Friday, October 28, 2011

Hell Week: 'Hellraiser: Inferno' (2000)

The Hellraiser series enters its straight-to-video phase with a classic straight-to-video move: Basically tacking the series title and imagery onto a completely unrelated story. Pinhead appears for maybe three minutes of Hellraiser: Inferno, in contrast to his dominant roles in the third and fourth movies, and the whole mythology is barely mentioned and could easily be replaced without changing anything about the movie. For some fans, this seems to be a plus, and I agree that Pinhead had gotten cartoonish over his last two appearances. If he had shown up to add menace and atmosphere to an otherwise effective and unsettling horror story (as he did in the first two movies), then his relative absence would have been forgivable.

But the way that director and co-writer Scott Derrickson (who later went on to make the underrated The Exorcism of Emily Rose and the not-at-all-underrated The Day the Earth Stood Still remake) either ignores or dismisses the majority of the series' distinctive elements indicates a lack of interest in what makes something a Hellraiser movie and not just some generic, cheap thriller. Inferno is absolutely a generic, cheap thriller, a bad movie with or without its Hellraiser elements. Doug Bradley returns as Pinhead and tones down the camp of Hell on Earth and Bloodline for his handful of scenes, and he is effectively evil. But the rest of the acting in the movie is pretty terrible, especially from lead Craig Sheffer, who plays a sleazy Denver police detective.

Sheffer's Det. Thorne is a pretty big douchebag: He cheats on his wife with prostitutes, snorts cocaine constantly, thinks nothing of blackmailing his upstanding partner (Nicholas Turturro, doing what he can) and beats up informants for information.

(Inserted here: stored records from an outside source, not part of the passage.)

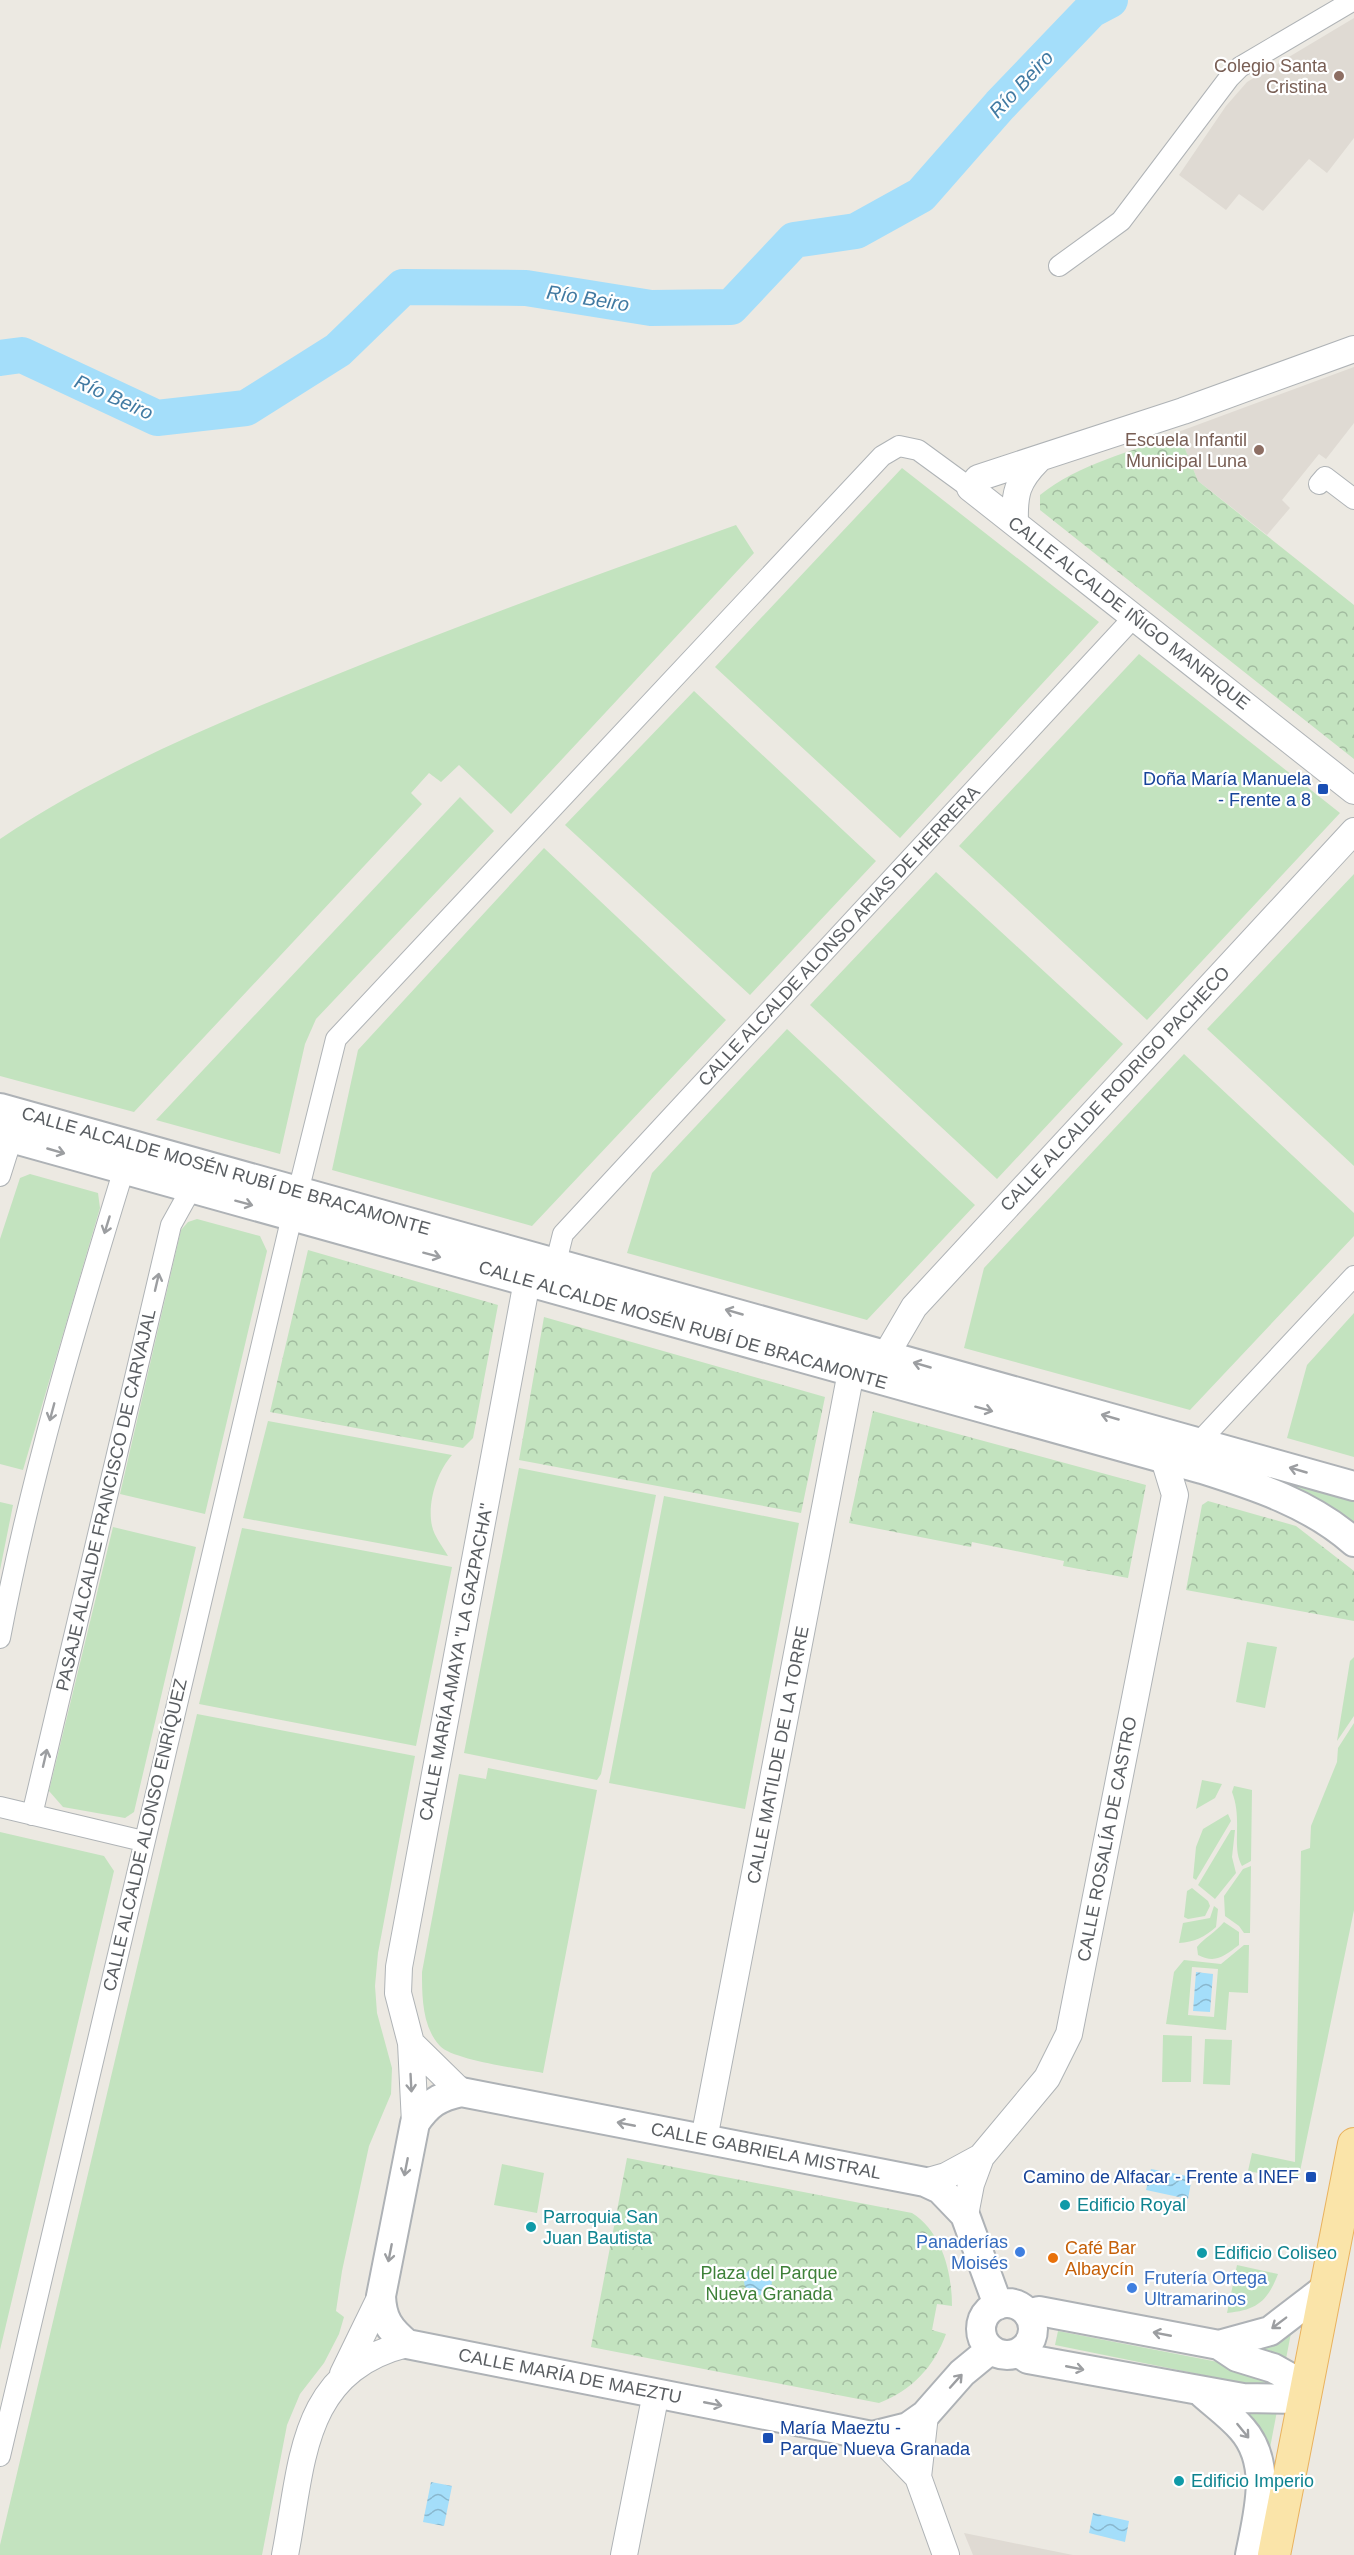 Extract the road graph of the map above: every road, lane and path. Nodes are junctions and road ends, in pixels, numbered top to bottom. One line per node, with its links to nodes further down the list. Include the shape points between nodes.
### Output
1 (1354, 0): 2 (street, via 1240,67 1121,221)
2 (1059, 266)
3 (1354, 349): 5 (street)
4 (899, 446): 7 (street, CALLE ALCALDE IÑIGO MANRIQUE, via 918,450); 18 (street, CALLE ALCALDE ALONSO ENRÍQUEZ, via 882,456 336,1040)
5 (1038, 460): 7 (street, via 978,478); 9 (street, via 1017,488)
6 (1322, 480): 8 (street)
7 (970, 488): 9 (street, CALLE ALCALDE IÑIGO MANRIQUE)
8 (1354, 499)
9 (1015, 523): 10 (street, CALLE ALCALDE IÑIGO MANRIQUE)
10 (1134, 617): 11 (street, CALLE ALCALDE IÑIGO MANRIQUE); 19 (street, CALLE ALCALDE ALONSO ARIAS DE HERRERA, via 563,1234)
11 (1354, 791)
12 (1354, 831): 22 (street, CALLE ALCALDE RODRIGO PACHECO, via 914,1307)
13 (0, 1107): 18 (main road, CALLE ALCALDE MOSÉN RUBÍ DE BRACAMONTE)
14 (6, 1136): 15 (main road, CALLE ALCALDE MOSÉN RUBÍ DE BRACAMONTE, one-way to 15); 16 (street)
15 (124, 1169): 17 (main road, CALLE ALCALDE MOSÉN RUBÍ DE BRACAMONTE); 29 (street, one-way to 29, via 48,1424)
16 (0, 1176)
17 (191, 1189): 18 (main road, CALLE ALCALDE MOSÉN RUBÍ DE BRACAMONTE, one-way to 18); 31 (street, PASAJE ALCALDE FRANCISCO DE CARVAJAL, one-way to 17, via 171,1225)
18 (295, 1204): 19 (main road, CALLE ALCALDE MOSÉN RUBÍ DE BRACAMONTE); 21 (main road, CALLE ALCALDE MOSÉN RUBÍ DE BRACAMONTE, one-way to 21); 32 (street, CALLE ALCALDE ALONSO ENRÍQUEZ)
19 (556, 1262): 22 (main road, CALLE ALCALDE MOSÉN RUBÍ DE BRACAMONTE, one-way to 19)
20 (1354, 1275): 24 (street)
21 (527, 1281): 23 (main road, CALLE ALCALDE MOSÉN RUBÍ DE BRACAMONTE); 33 (street, CALLE MARÍA AMAYA "LA GAZPACHA", via 399,1967 401,2010)
22 (886, 1355): 24 (main road, CALLE ALCALDE MOSÉN RUBÍ DE BRACAMONTE, one-way to 22)
23 (851, 1372): 25 (main road, CALLE ALCALDE MOSÉN RUBÍ DE BRACAMONTE, one-way to 25); 36 (street, CALLE MATILDE DE LA TORRE)
24 (1201, 1456): 25 (main road, CALLE ALCALDE MOSÉN RUBÍ DE BRACAMONTE); 26 (main road, CALLE ALCALDE MOSÉN RUBÍ DE BRACAMONTE, one-way to 24); 27 (street); 28 (main road, CALLE ALCALDE MOSÉN RUBÍ DE BRACAMONTE, via 1324,1519)
25 (1164, 1459): 27 (street, CALLE ROSALÍA DE CASTRO)
26 (1354, 1486)
27 (1175, 1495): 38 (street, CALLE ROSALÍA DE CASTRO, via 1069,2034 1047,2078)
28 (1354, 1542)
29 (0, 1638)
30 (0, 1808): 31 (street)
31 (32, 1815): 32 (street)
32 (143, 1841): 55 (street, CALLE ALCALDE ALONSO ENRÍQUEZ)
33 (411, 2043): 34 (street, CALLE MARÍA AMAYA "LA GAZPACHA"); 35 (street, CALLE MARÍA AMAYA "LA GAZPACHA", one-way to 35)
34 (461, 2092): 35 (main road, via 441,2096 426,2106); 36 (main road, CALLE GABRIELA MISTRAL, one-way to 34)
35 (415, 2123): 42 (main road, one-way to 42)
36 (704, 2139): 39 (main road, CALLE GABRIELA MISTRAL)
37 (1354, 2144): 41 (main road)
38 (981, 2157): 39 (street, CALLE ROSALÍA DE CASTRO, via 946,2176); 40 (street, CALLE ROSALÍA DE CASTRO)
39 (925, 2182): 40 (main road, CALLE GABRIELA MISTRAL, via 940,2189)
40 (965, 2215): 43 (main road, CALLE GABRIELA MISTRAL)
41 (1326, 2288): 46 (main road, one-way to 46, via 1270,2331); 52 (main road)
42 (381, 2296): 45 (main road, via 382,2315 390,2330); 49 (street)
43 (998, 2305): 44 (main road, via 1016,2304); 47 (main road, via 987,2312 981,2323 981,2336)
44 (1028, 2314): 46 (main road, one-way to 44, via 1039,2311); 48 (main road, via 1033,2335)
45 (407, 2344): 49 (street, via 384,2349); 51 (main road, CALLE MARÍA DE MAEZTU)
46 (1219, 2345): 52 (main road, via 1237,2357 1273,2368)
47 (990, 2350): 48 (main road, via 1005,2356); 53 (main road, CALLE MARÍA DE MAEZTU, one-way to 47, via 962,2373)
48 (1019, 2354): 50 (main road, one-way to 50, via 1028,2359)
49 (343, 2375): 57 (street, via 325,2395 310,2424)
50 (1200, 2391): 52 (main road, via 1243,2398); 60 (main road, one-way to 60, via 1243,2429 1256,2451 1261,2474 1260,2503)
51 (656, 2393): 54 (main road, CALLE MARÍA DE MAEZTU, one-way to 54); 58 (street)
52 (1306, 2393): 61 (main road)
53 (925, 2415): 54 (main road, CALLE MARÍA DE MAEZTU, via 908,2427); 56 (street)
54 (872, 2436): 56 (street, via 888,2446)
55 (0, 2456)
56 (918, 2477): 59 (street)
57 (285, 2555)
58 (624, 2555)
59 (946, 2555)
60 (1250, 2555)
61 (1274, 2555)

Sheffer's manic performance makes the guy even more nasty, as his constant sneer and raised eyebrows make him look like he's always leering at something or someone. After discovering the puzzle box (the one familiar element that gets any real screen time) at a crime scene, Thorne finds himself haunted by disturbing visions and pursued by a mysterious killer and criminal mastermind known as the Engineer. As Thorne tries to track down the Engineer, he occasionally encounters a few cool new Cenobites (including a modified, torso-only version of the chatterer from the first two movies) but barely ever runs into Pinhead until the very end of the movie.

Derrickson throws in all sorts of surreal, nonsensical touches, including a roadside bar that is inexplicably full of old-timey cowboys playing poker and a psychiatrist/priest (James Remar) who gives Thorne the worst advice ever. Thorne is so creepy that you kind of just want Pinhead to rip off his flesh already, and thus the movie has no sympathetic or interesting characters. It goes light on the gore and apparently has a slight Christian subtext, which is the biggest possible inversion of Clive Barker's vision. The annoying twist ending tries to say something deep about the way that we construct our own hells, or something (I guess this is the spiritual message), but it succeeds only in making the previous 90 minutes seem even more pointless. Inferno is a terrible thriller, a terrible horror movie and a terrible continuation of the Hellraiser series, a thoroughly inauspicious start to the franchise's post-Barker years.

2 comments:

Specialized249 said...

Seriously not much of a horror film fan are you ? The acting was bad by Craig how ? Also how do you figure him to be creepy and you say this is a cheap, not very good horror and I must ask again how you came to this conclusion ?

Josh said...

Actually, I'm a big fan of horror movies, which is why I bothered to spend a whole week watching the Hellraiser series, and why I write about horror movies quite often. I'm not a big fan of bad movies, though, and this is a bad one.

Sheffer's performance isn't creepy in a scary way (which is what you'd want in a horror movie), but more in an off-putting, unpleasant way, making the character who should be the sympathetic protagonist into a lascivious dirtbag. The acting is really hammy and over-the-top and emphasizes the worst qualities of the character, which is where I thought the performance failed.

I think the production values are low and the story is incoherent, and I think the rest of the entry pretty well explains why I thought this was a bad horror movie.